### YOUR TASK
Below are some records; copy each line in them that contains "view".

### RECORDS FOR THE EXERCISE

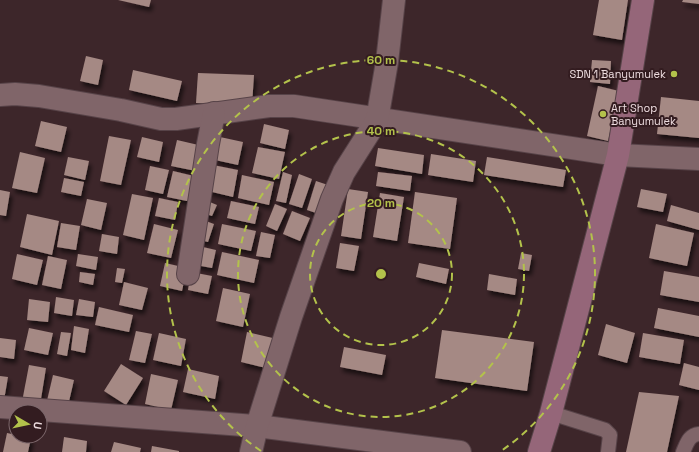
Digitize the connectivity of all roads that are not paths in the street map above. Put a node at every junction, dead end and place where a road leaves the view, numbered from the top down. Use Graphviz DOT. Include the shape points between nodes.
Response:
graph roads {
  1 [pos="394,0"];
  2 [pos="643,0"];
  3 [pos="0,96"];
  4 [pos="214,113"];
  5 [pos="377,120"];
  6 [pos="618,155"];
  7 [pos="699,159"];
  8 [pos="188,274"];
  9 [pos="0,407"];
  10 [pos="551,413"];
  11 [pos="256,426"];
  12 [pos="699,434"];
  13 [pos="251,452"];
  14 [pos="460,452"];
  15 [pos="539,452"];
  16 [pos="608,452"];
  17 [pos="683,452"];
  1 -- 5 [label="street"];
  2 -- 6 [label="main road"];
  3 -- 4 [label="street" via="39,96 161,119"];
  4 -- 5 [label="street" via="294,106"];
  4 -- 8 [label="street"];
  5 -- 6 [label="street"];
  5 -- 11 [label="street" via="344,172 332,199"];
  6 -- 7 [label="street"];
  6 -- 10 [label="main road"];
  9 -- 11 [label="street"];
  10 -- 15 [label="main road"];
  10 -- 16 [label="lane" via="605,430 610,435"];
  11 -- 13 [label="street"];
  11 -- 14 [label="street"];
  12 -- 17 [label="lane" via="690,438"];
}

--

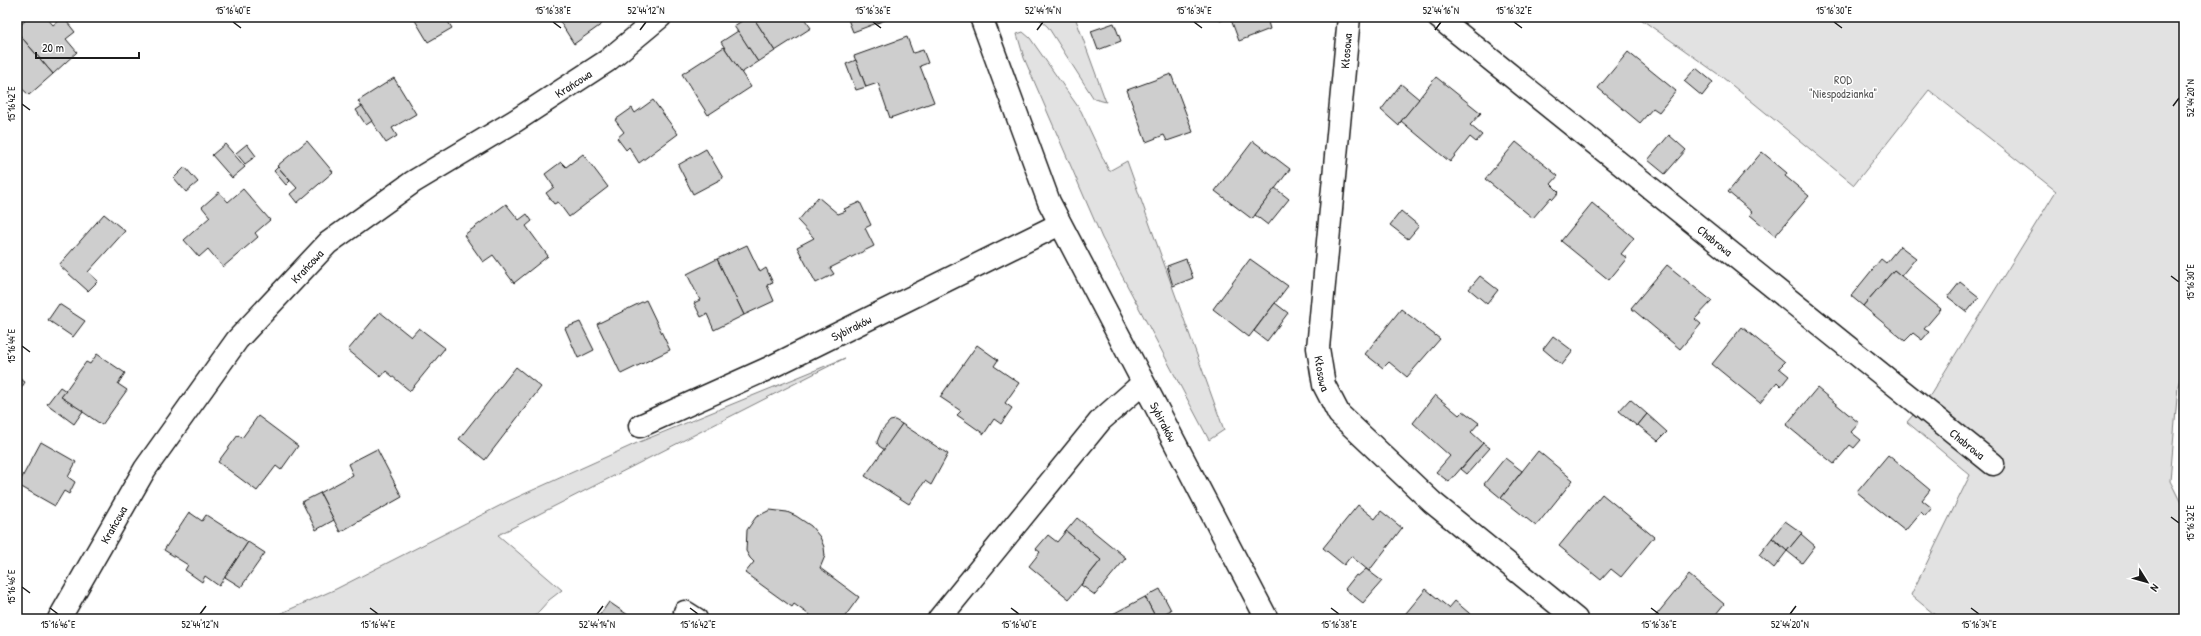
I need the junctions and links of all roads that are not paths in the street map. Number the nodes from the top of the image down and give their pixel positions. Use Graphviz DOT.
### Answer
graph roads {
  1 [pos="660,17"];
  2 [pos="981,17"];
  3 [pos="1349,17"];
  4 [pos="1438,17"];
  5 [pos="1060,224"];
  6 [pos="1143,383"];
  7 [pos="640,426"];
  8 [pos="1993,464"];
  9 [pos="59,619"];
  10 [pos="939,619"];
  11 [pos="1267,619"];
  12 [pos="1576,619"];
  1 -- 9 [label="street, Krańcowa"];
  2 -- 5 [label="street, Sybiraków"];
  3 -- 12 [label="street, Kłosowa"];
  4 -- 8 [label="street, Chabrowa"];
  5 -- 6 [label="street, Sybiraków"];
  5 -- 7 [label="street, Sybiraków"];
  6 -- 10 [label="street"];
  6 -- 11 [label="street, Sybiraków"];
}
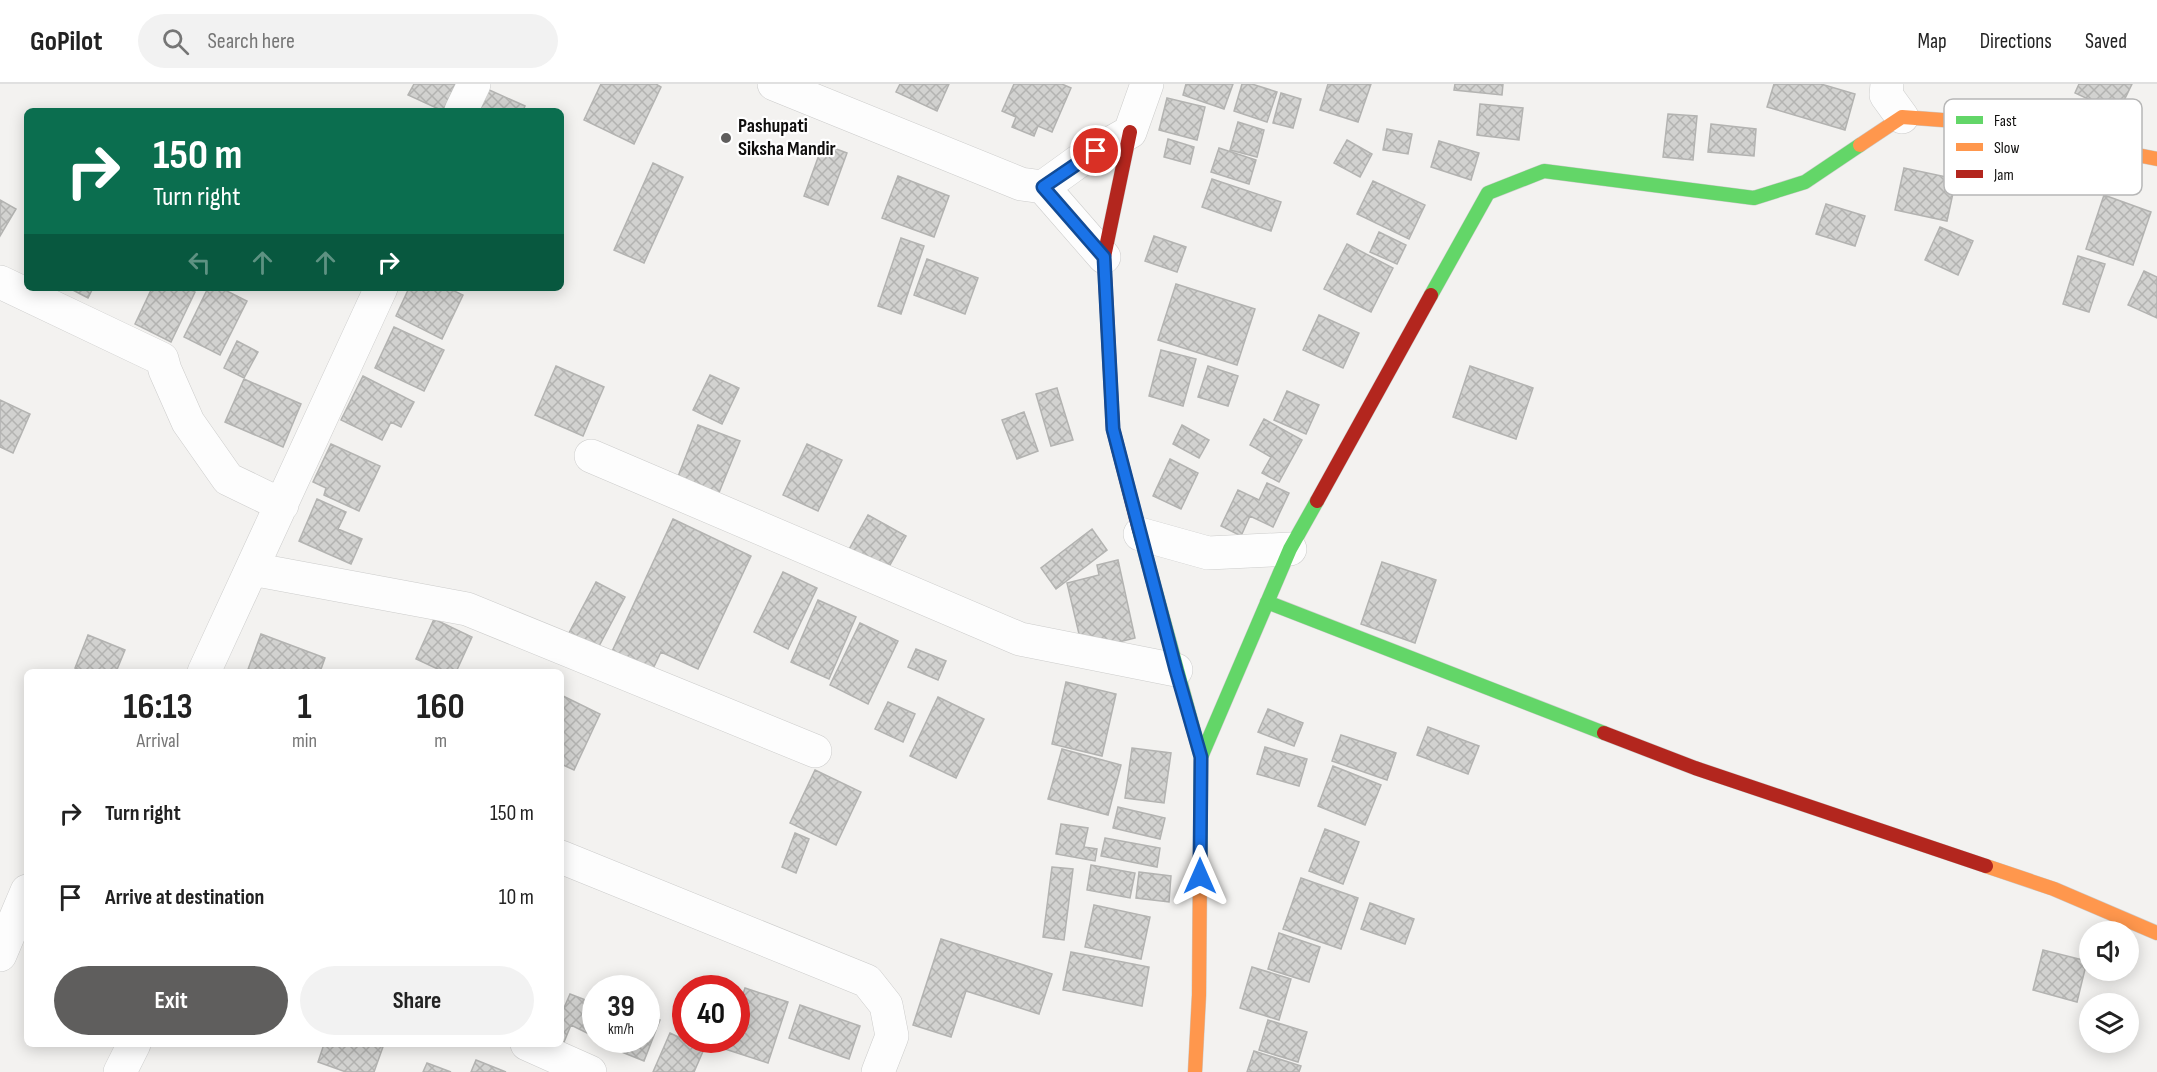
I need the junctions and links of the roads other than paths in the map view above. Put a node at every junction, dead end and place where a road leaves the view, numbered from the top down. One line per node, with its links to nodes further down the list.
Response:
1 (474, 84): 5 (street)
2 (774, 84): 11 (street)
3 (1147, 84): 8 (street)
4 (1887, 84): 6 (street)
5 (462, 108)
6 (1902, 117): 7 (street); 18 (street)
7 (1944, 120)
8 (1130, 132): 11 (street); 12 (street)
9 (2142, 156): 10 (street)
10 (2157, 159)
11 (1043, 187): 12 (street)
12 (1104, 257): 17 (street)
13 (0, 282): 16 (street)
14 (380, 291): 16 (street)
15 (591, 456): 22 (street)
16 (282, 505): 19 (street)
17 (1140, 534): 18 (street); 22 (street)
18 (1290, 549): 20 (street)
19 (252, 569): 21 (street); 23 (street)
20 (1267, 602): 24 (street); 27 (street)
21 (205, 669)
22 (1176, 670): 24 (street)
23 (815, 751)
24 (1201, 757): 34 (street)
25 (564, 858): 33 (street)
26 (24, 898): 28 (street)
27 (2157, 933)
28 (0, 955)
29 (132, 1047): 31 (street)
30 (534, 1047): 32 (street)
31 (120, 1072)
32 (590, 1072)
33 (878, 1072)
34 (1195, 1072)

### EXERCISE SOLUTION
Digitize the connectivity of all roads that are not paths in the street map above. Put a node at every junction, dead end and place where a road leaves the view, numbered from the top down. Use Graphviz DOT. Include the shape points between nodes.
I need the junctions and links of the roads other than paths in the map view above. Put a node at every junction, dead end and place where a road leaves the view, numbered from the top down. One line per node, with its links to nodes further down the list.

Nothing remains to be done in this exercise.